The word to find is "Maxwell". Copy each line of the material that contains it.

***** STUDY MATERIAL

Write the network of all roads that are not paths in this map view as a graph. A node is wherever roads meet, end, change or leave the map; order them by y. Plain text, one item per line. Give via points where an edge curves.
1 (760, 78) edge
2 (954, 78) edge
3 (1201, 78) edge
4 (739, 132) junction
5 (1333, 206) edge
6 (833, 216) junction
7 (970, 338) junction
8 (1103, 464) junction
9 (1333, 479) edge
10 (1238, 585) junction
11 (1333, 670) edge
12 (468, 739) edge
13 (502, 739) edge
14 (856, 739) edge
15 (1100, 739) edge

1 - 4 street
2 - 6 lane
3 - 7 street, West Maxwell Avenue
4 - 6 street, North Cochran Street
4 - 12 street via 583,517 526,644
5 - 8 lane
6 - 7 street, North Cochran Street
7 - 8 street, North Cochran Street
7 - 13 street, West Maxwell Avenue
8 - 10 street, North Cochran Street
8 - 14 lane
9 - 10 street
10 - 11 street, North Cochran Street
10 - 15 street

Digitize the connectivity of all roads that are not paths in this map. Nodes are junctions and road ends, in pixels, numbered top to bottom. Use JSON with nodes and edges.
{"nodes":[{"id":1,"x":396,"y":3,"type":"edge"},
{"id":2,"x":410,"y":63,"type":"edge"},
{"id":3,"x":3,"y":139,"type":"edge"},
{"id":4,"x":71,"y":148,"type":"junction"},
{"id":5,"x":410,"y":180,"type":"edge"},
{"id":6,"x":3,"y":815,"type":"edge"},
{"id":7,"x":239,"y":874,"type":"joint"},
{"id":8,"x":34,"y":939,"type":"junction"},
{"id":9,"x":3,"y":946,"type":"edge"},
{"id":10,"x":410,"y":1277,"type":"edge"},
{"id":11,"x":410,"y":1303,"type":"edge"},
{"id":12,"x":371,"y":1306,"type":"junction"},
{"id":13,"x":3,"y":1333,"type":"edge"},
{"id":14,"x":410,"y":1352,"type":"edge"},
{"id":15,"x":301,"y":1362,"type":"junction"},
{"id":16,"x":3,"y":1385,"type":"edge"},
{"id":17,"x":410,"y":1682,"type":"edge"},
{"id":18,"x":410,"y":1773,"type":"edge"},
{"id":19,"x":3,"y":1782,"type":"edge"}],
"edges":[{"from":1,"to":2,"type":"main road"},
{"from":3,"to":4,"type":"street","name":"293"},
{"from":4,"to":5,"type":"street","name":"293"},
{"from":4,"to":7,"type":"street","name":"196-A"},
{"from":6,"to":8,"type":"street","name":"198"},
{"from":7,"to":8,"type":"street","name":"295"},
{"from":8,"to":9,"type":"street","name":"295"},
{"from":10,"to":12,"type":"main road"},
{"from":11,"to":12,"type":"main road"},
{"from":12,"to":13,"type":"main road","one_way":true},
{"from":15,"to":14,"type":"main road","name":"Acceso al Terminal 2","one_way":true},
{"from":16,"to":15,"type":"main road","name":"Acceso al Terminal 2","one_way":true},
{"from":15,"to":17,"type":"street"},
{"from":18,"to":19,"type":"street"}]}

**********

_EXPECTED ANSWER_
3 - 7 street, West Maxwell Avenue
7 - 13 street, West Maxwell Avenue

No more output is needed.